10 thoughts on “A look at the 3D side of FireMonkey

  1. Like you, I find it a shame it didn’t expand on the best bit of GLScene, and leave the bits that were designed for a very different GPU world behind.

    Related to the gimbal lock issue, they’ve chosen to apply changes to angles relative to the current orientation, which means that if you adjust an objects orientation in the property editor, it will most likely move as you expect, but the order that you change the properties then becomes important.

    If you have 2 objects + change the angles in order x,y then z for one object, you will get a different orientation if you adjust z, y and then x for the second object. i.e. it doesn’t apply the rotation angles in a fixed order from the origin.

    This will mess with animations, and confuse people who are trying to line up objects.

    For example, if after adjusting the angles you then try resetting the value to something like (0, 0, 0.0000001) then depending on what order you changed the properties, it may not being anywhere near the default position of (0,0,0). If you then adjust the angles to (0,0,0) it treats it as a special value + snaps back to starting position.

  2. All this 3D stuff goes way over my head but you appear to have made a well argued case so I would endorse your view that such broad changes should be made now, before people like me start to get our feet wet.

  3. So for “real” 3D stuff we should use GlScene instead? Can it be made cross plaform then? (FMX uses OpenGl on Mac + iOS).

    Or will both “projects” be merged? (“…porting some of GLScene code to FireMonkey…”)

  4. @André
    GLScene is already cross-platform and has been for a while (though FreePascal & Lazarus). There are other 3D cross-platform libraries for FreePascal for that matter.
    At the moment, as far as 3D goes, FMX is just not up to scratch on any aspect IMHO, but if the correct provisions are made, it could be built upon.

    Though in it’s current state, you would have to basically start from scratch sinc you can’t change the FMX source to implement those provisions, like the COLLADA Viewer sample does. And still, as the COLLAD Viewer sample shows, its performance and rendering quality are very sub-standard, not to mention that having to write shaders by hand (3 versions of each shader if you want cross-platform…) isn’t really practical.

  5. @Dan Bartlett
    Uh, the situation with angles is then worse than I thought.

    Since the started from scratch with no code-base, it could have been a great opportunity to build upon modern hardware, it’s really annoying that not only they didn’t, but that they repeated mistakes and made them worse.

  6. @Chris
    Up to them.
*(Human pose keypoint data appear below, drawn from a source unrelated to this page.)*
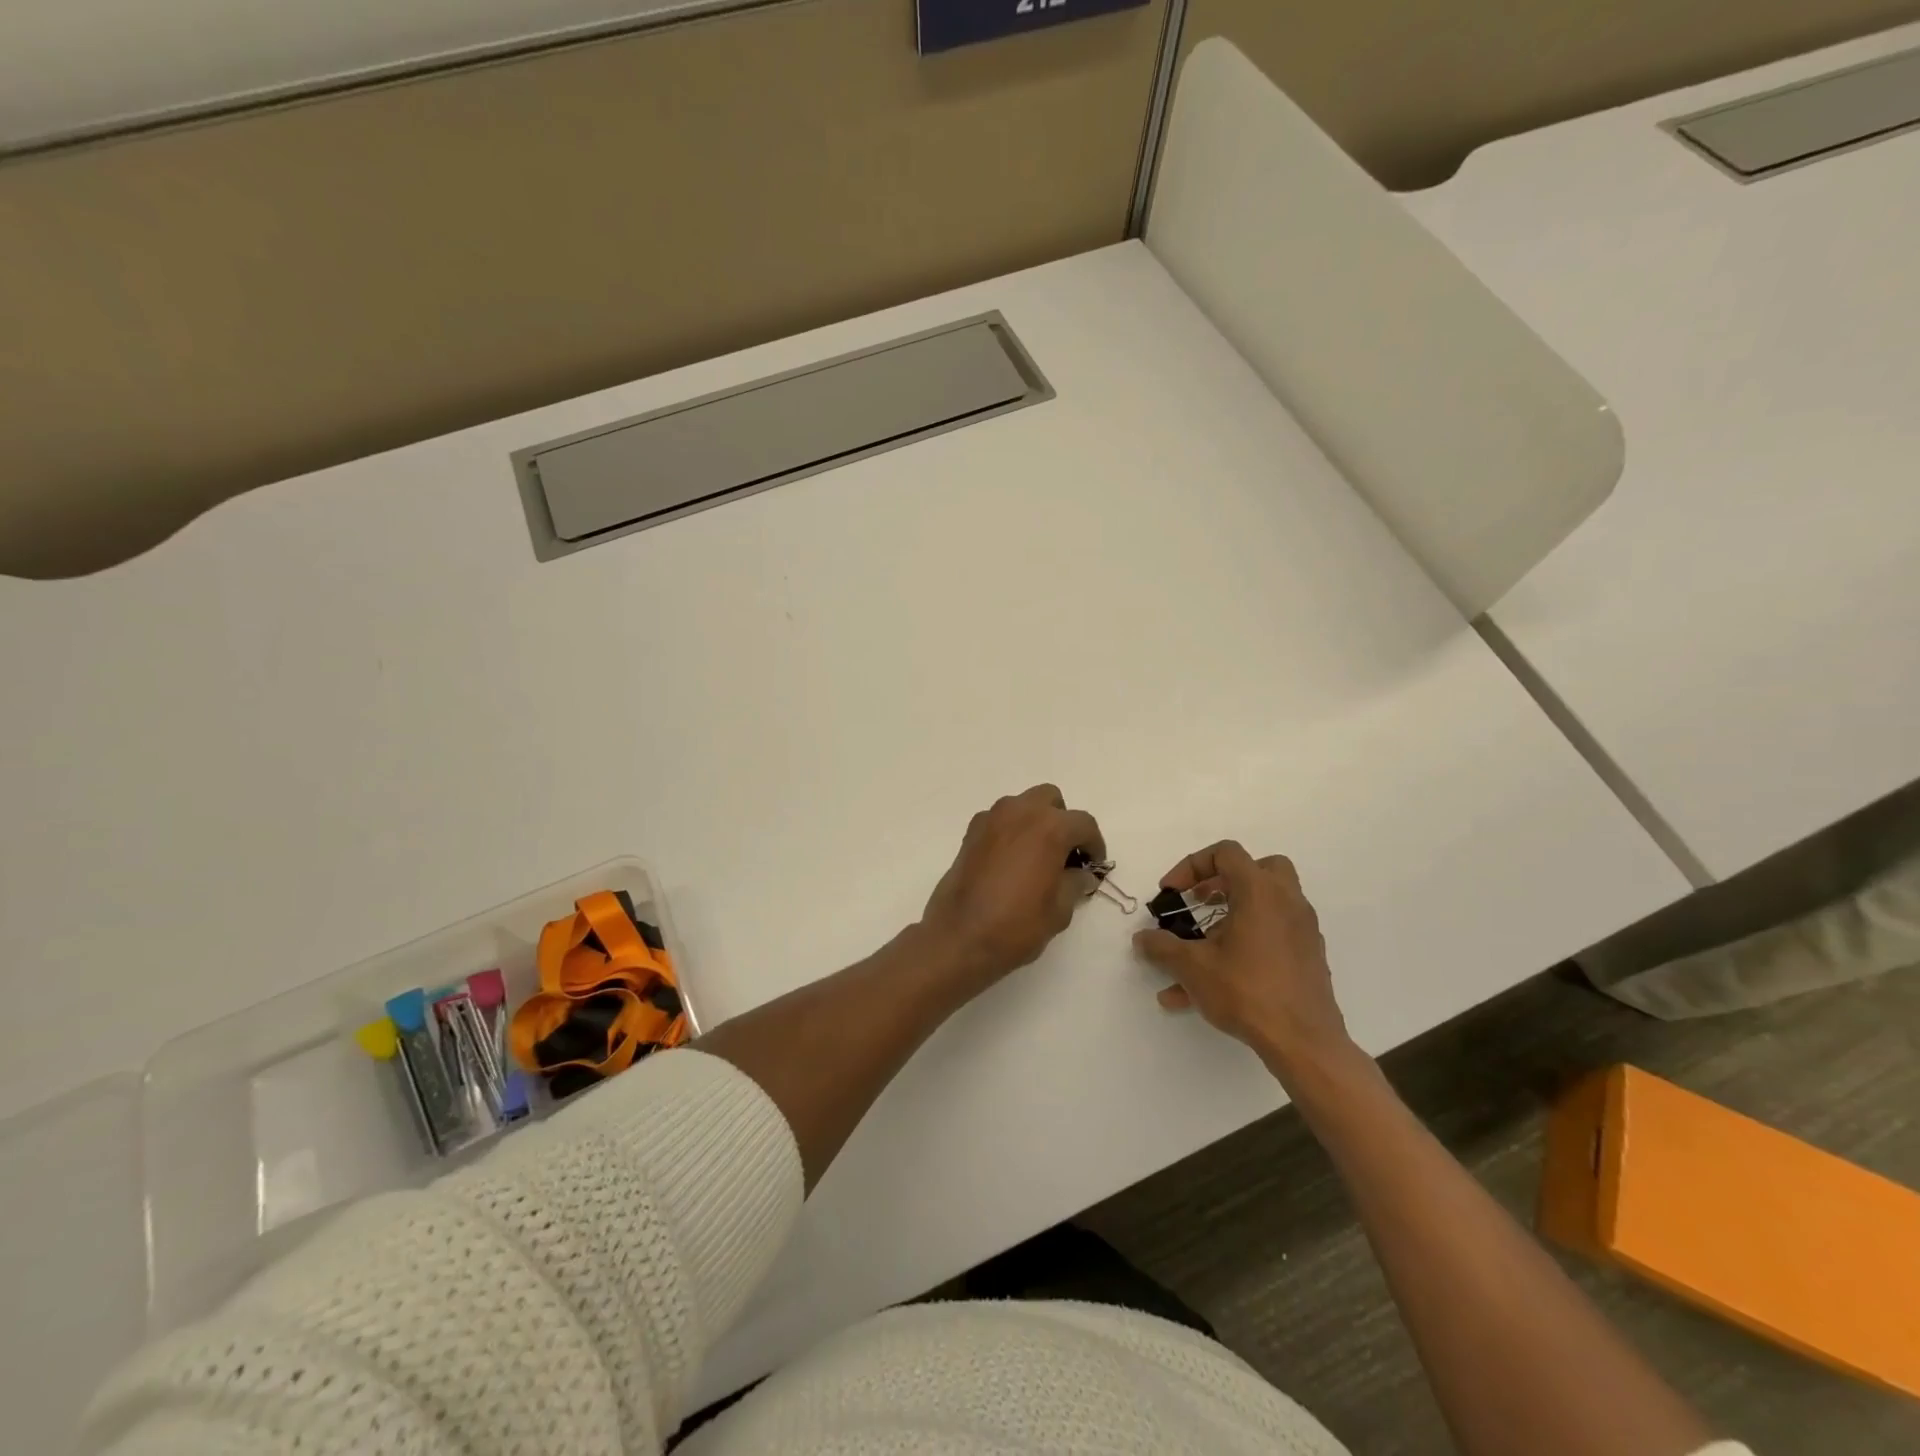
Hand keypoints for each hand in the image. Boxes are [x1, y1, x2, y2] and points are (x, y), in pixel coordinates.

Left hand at [919, 784, 1105, 991]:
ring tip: (1037, 857)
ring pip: (1022, 805)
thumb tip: (1081, 874)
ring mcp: (991, 819)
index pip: (1084, 824)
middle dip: (1062, 821)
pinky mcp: (970, 832)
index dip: (1094, 844)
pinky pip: (999, 820)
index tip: (1094, 865)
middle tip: (1064, 854)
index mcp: (1050, 827)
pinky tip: (1010, 861)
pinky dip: (1010, 831)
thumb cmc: (1017, 924)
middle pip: (1051, 800)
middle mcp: (1020, 812)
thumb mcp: (1060, 910)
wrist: (960, 936)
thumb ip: (1075, 883)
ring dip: (1035, 822)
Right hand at [1133, 840, 1353, 1079]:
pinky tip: (1216, 980)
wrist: (1304, 1042)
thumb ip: (1162, 947)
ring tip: (1199, 949)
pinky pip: (1271, 937)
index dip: (1192, 866)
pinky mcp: (1307, 957)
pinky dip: (1245, 944)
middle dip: (1223, 881)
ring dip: (1231, 916)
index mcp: (1260, 891)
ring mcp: (1302, 930)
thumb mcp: (1193, 966)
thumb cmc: (1247, 991)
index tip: (1172, 894)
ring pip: (1265, 905)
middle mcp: (1286, 902)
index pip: (1226, 853)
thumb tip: (1142, 938)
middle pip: (1258, 869)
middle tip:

I’ve notified them of this already sometime ago while helping locate GLScene code in FMX so it could be replaced (for free).
    There are several other major GLScene contributors, like Dan, that they could take counsel from, as well as members from the broader “Delphi 3D community” to draw upon (okay, maybe less these days than if they had started working on FMX half a decade ago… ah, so much time wasted…).

    (and let it be clear, I’m not looking for a consulting job, I’m already full-time employed, I’m looking to having a solid foundation in Delphi that can be built upon)

  7. If Embarcadero is really serious about making (3D) FireMonkey the future for Delphi, then they should really take your advice and, with your time permitting, hire yourself and the other contributors into getting the 3D stuff onto the right footing. The longer they leave it, the harder and more expensive it will be for them to fix in the future. They also run the risk that if the existing implementation stays in place, they may lose the interest of developers in using 3D FireMonkey all together.

    I really hope someone in Embarcadero is taking notice of this.

  8. I have better header for this article “Dark side of 3D in firemonkey”.
    It’s just a small piece from huge list of problems with this render.